А старшим современником Гиппократаврача (Гиппократа Косского) был Гиппократ-математик (Гиппократ Хиосский), автор первого специального сочинения по геометрии. Выходит, что медицина не была одинока в своей эмансипации от „знания вообще“.

О повседневной, обыденной жизни Перикл практически не говорит вовсе — только вскользь замечает, что она благополучна и благопристойна и потому доставляет душе отдых от трудов и гонит прочь уныние. Вполне естественно: в рамках торжественной надгробной речи нет места такому скучному и общеизвестному предмету, как будни. Но за минувшие столетия положение изменилось самым кардинальным образом: будни современников Перикла интересны сегодняшнему человеку не меньше, чем их празднества; то, что ел, что носил и на чем спал Аристофан и его герои, — не меньше, чем их судебные учреждения и политические нравы. Пусть все это в отдельности — мелочи, в совокупности они образуют и фон, и питательную среду культуры.

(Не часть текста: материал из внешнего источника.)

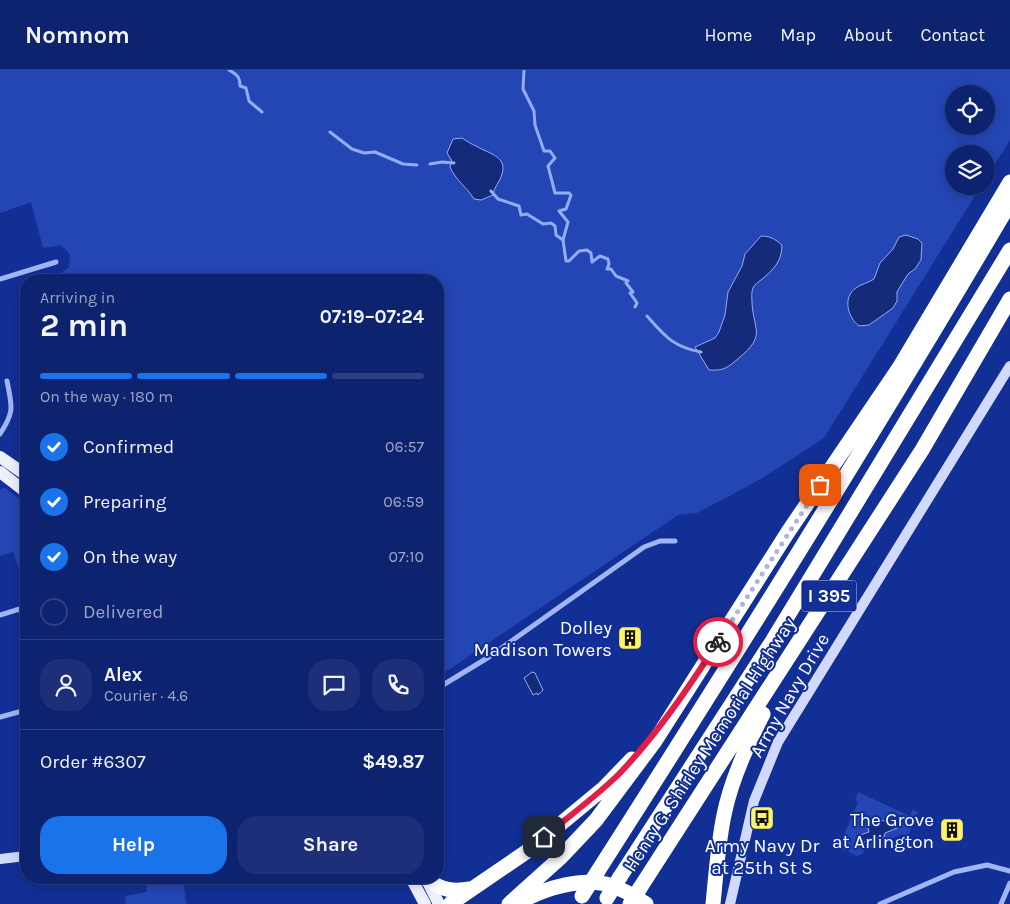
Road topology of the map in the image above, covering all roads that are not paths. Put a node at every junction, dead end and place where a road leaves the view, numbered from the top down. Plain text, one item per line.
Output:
1 (1010, 182) edge
2 (1010, 203) edge
3 (1010, 250) edge
4 (56, 262) dead end
5 (0, 279) edge
6 (1010, 298) edge
7 (1010, 366) edge
8 (7, 381) dead end
9 (0, 434) edge
10 (0, 456) edge
11 (20, 471) edge
12 (0, 472) edge
13 (20, 487) edge
14 (675, 541) dead end
15 (20, 609) edge
16 (0, 615) edge
17 (792, 654) junction
18 (444, 684) edge
19 (691, 684) junction
20 (20, 712) edge
21 (0, 717) edge
22 (20, 857) edge
23 (0, 859) edge
24 (1010, 871) edge
25 (1010, 883) edge
26 (414, 884) edge
27 (429, 884) edge
28 (434, 884) edge
29 (474, 888) junction
30 (580, 900) edge
31 (605, 901) edge
32 (425, 904) edge
33 (439, 904) edge
34 (450, 904) edge
35 (509, 904) edge
36 (517, 904) edge
37 (630, 904) edge
38 (646, 904) edge
39 (713, 904) edge
40 (730, 904) edge
41 (880, 904) edge
42 (1002, 904) edge

1 - 19 highway
2 - 30 highway, Henry G. Shirley Memorial Highway / I 395, bridge
3 - 31 highway, bridge
4 - 5 street
6 - 17 highway, Henry G. Shirley Memorial Highway / I 395
7 - 40 street, Army Navy Drive
8 - 9 street
10 - 11 main road
12 - 13 main road
14 - 18 street
15 - 16 street
17 - 37 highway, Henry G. Shirley Memorial Highway / I 395, bridge
17 - 39 highway
19 - 29 highway
19 - 35 highway
20 - 21 street
22 - 23 street
24 - 41 street
25 - 42 street
26 - 32 main road
27 - 33 main road
28 - 29 highway
29 - 34 highway
36 - 38 highway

Жилища горожан в целом мало чем отличались от крестьянского дома: каменный фундамент, стены из необожженного кирпича (воры ломали не засовы на дверях, а стены — это было гораздо проще), черепичная крыша, маленькие оконца под потолком, земляной пол, удобств, как правило, никаких. Здания были одноэтажные, иногда двухэтажные, и тогда на второй этаж вела наружная деревянная лестница (может быть, и приставная, без перил), не только неудобная, но прямо-таки небезопасная для жизни; во всяком случае, любящий отец и муж не разрешал жене с грудным младенцем жить наверху. Все помещения выходили во внутренний двор, чаще всего — с подобием крытой галереи, нередко с бассейном для сбора дождевой воды. Одна комната была больше остальных; там помещалась спальня хозяина дома с супругой, там же принимали и почетных гостей.

Конечно, встречались дома и совсем убогие, и несколько более комфортабельные (с зачатками ванной комнаты и уборной), но главное различие между жилищем богатым и заурядным было чисто количественное: богатые жили не удобнее, но просторнее. Зато бедняк мог жить во сто крат хуже рядового гражданина, например — в пещерах, естественных или выдолбленных в скале, под каким-нибудь временным навесом, а то и просто на улице: благо большую часть года в Греции достаточно тепло. Зимой бездомные находили приют в общественных банях.

Двери дома открывались наружу, и, в противоположность всем более поздним временам, приходилось стучаться не только приходя, но и уходя: иначе с силою распахнувшаяся дверь могла зашибить замечтавшегося прохожего.